■ Work request: Each line below that carries the string "roads" must appear in the answer.
(Beginning of Information)
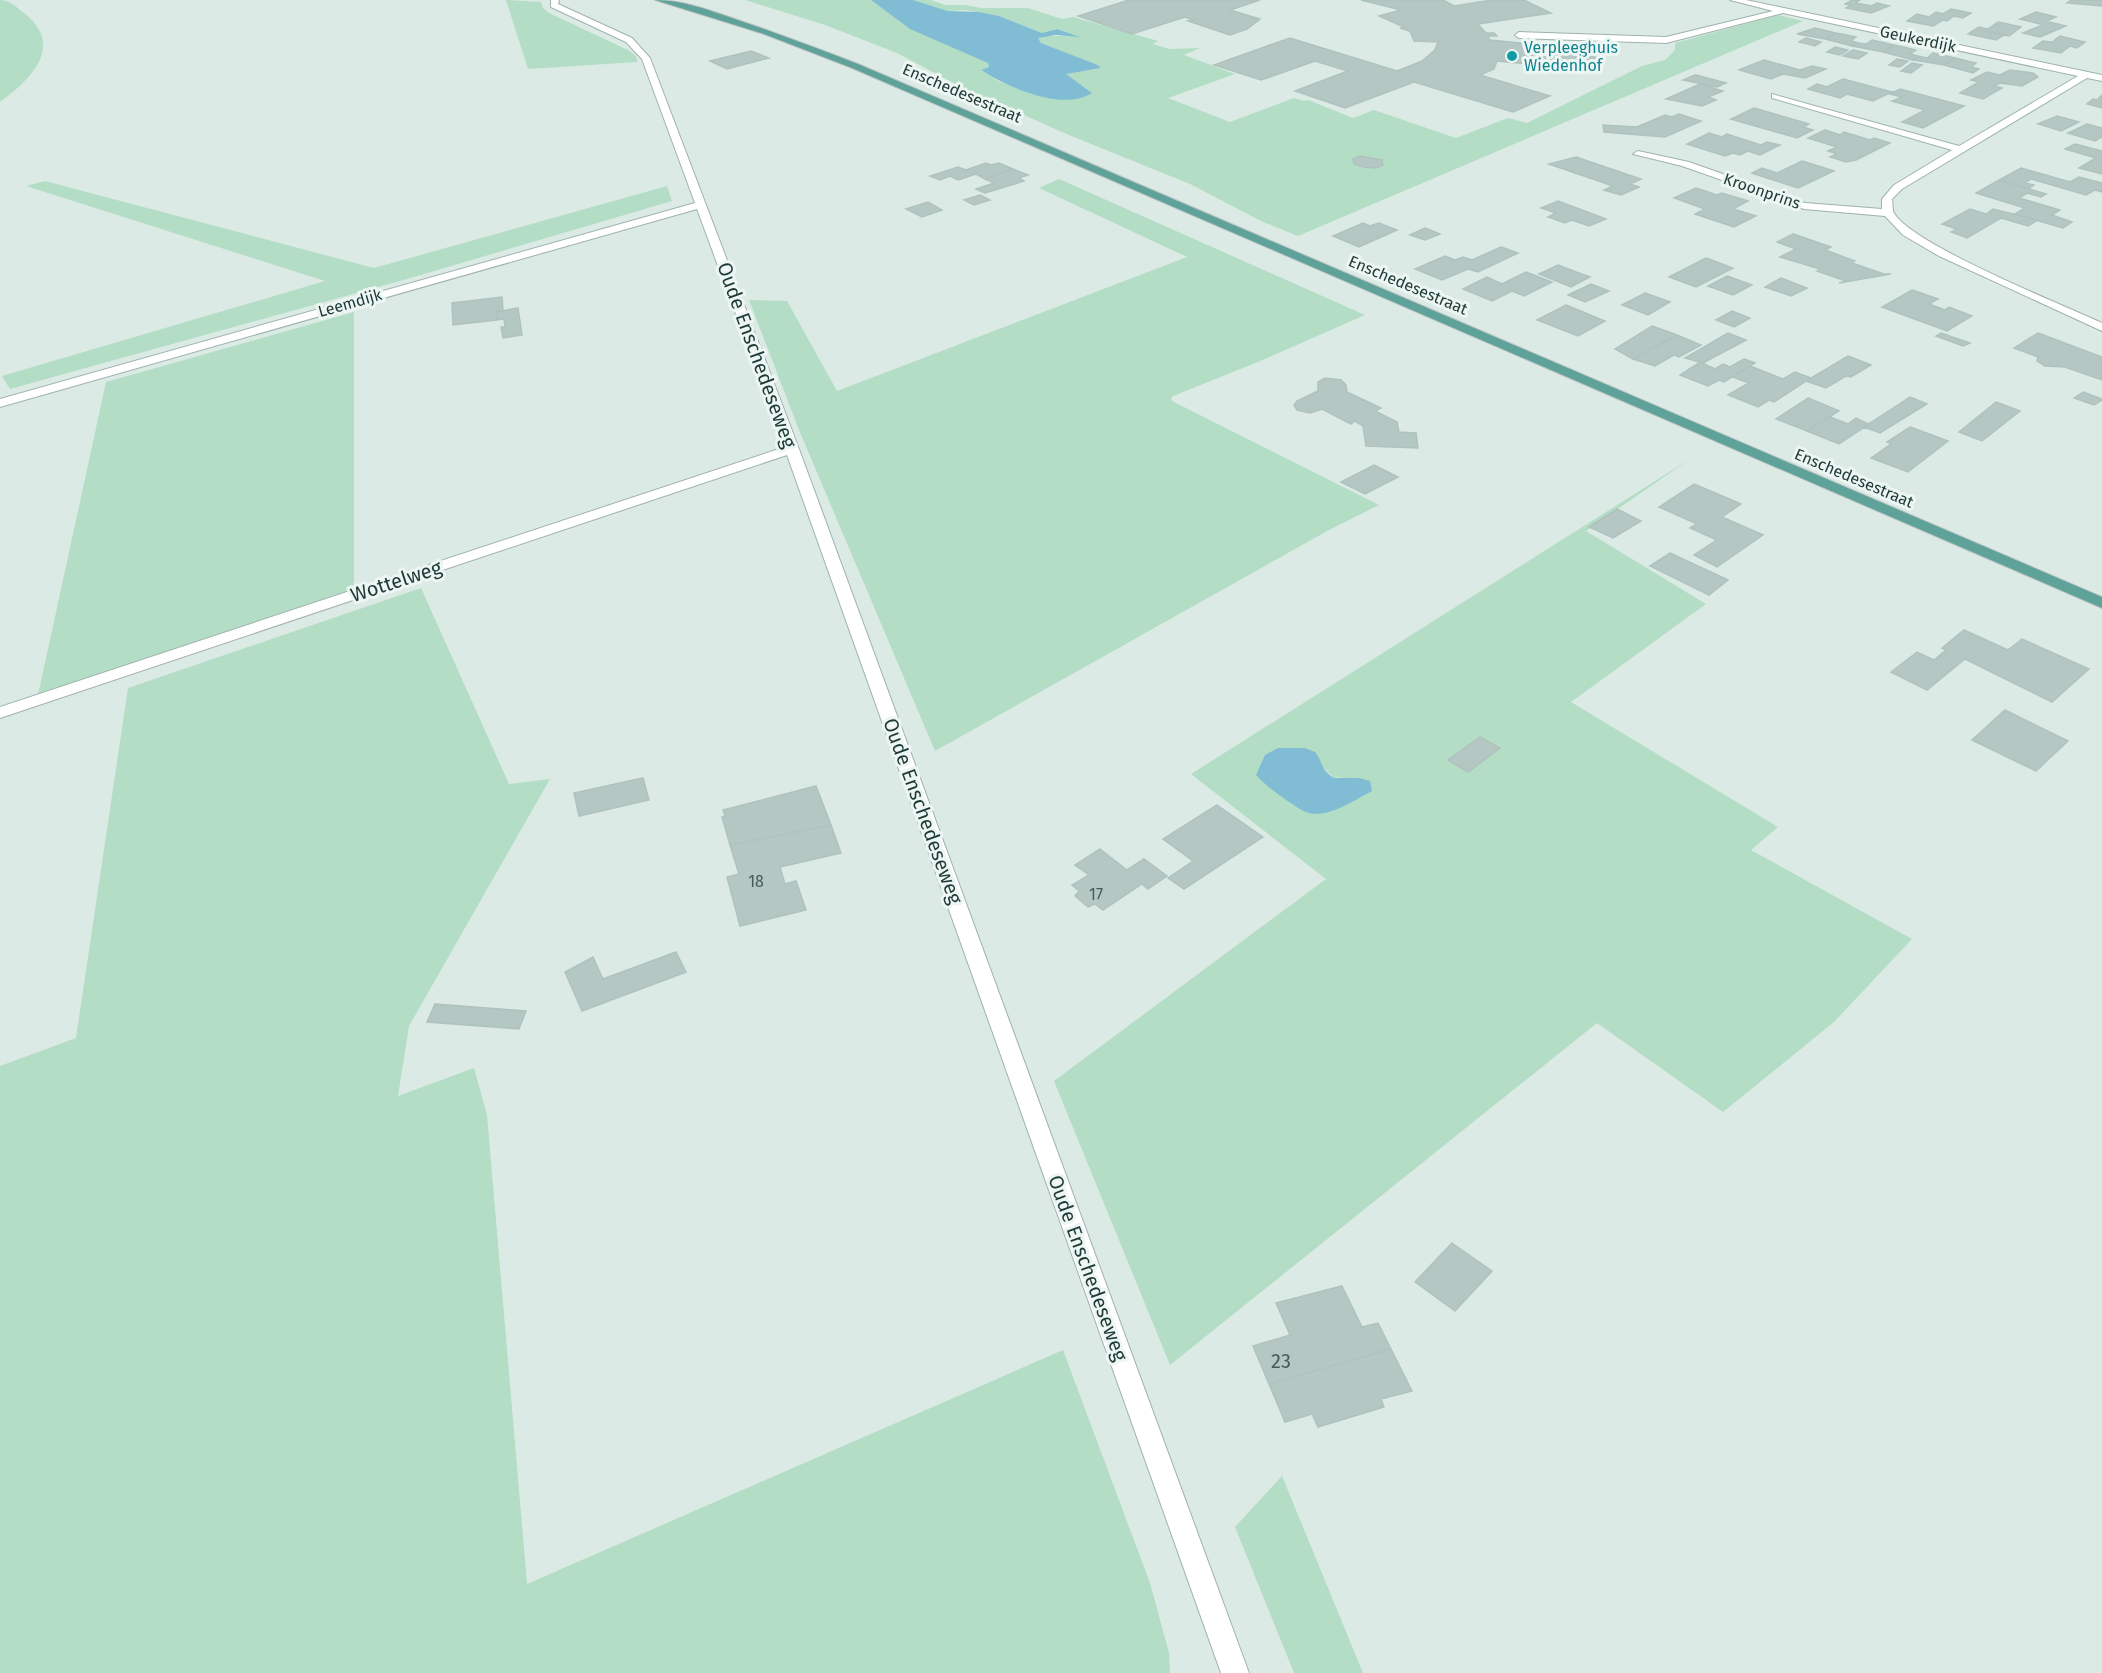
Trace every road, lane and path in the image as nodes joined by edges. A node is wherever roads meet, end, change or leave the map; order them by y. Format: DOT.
graph roads {
  1 [pos="555,0"];
  2 [pos="659,0"];
  3 [pos="686,0"];
  4 [pos="1734,0"];
  5 [pos="697,9"];
  6 [pos="1784,10"];
  7 [pos="1520,35"];
  8 [pos="2085,75"];
  9 [pos="2102,78"];
  10 [pos="1775,96"];
  11 [pos="1960,150"];
  12 [pos="1638,154"];
  13 [pos="701,205"];
  14 [pos="1888,213"];
  15 [pos="2102,327"];
  16 [pos="0,403"];
  17 [pos="792,449"];
  18 [pos="2102,603"];
  19 [pos="0,713"];
  20 [pos="1235,1673"];
  1 -- 13 [label="street, Oude Enschedeseweg"];
  2 -- 5 [label="main road, Enschedesestraat"];
  3 -- 5 [label="main road, Enschedesestraat"];
  4 -- 6 [label="street, Geukerdijk"];
  5 -- 18 [label="main road, Enschedesestraat"];
  6 -- 7 [label="street"];
  6 -- 8 [label="street, Geukerdijk"];
  8 -- 9 [label="street, Geukerdijk"];
  8 -- 11 [label="street"];
  10 -- 11 [label="street"];
  11 -- 14 [label="street"];
  12 -- 14 [label="street, Kroonprins"];
  13 -- 16 [label="street, Leemdijk"];
  13 -- 17 [label="street, Oude Enschedeseweg"];
  14 -- 15 [label="street"];
  17 -- 19 [label="street, Wottelweg"];
  17 -- 20 [label="street, Oude Enschedeseweg"];
}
(End of Information)
■ Solution below:
Trace every road, lane and path in the image as nodes joined by edges. A node is wherever roads meet, end, change or leave the map; order them by y. Format: DOT.
graph roads {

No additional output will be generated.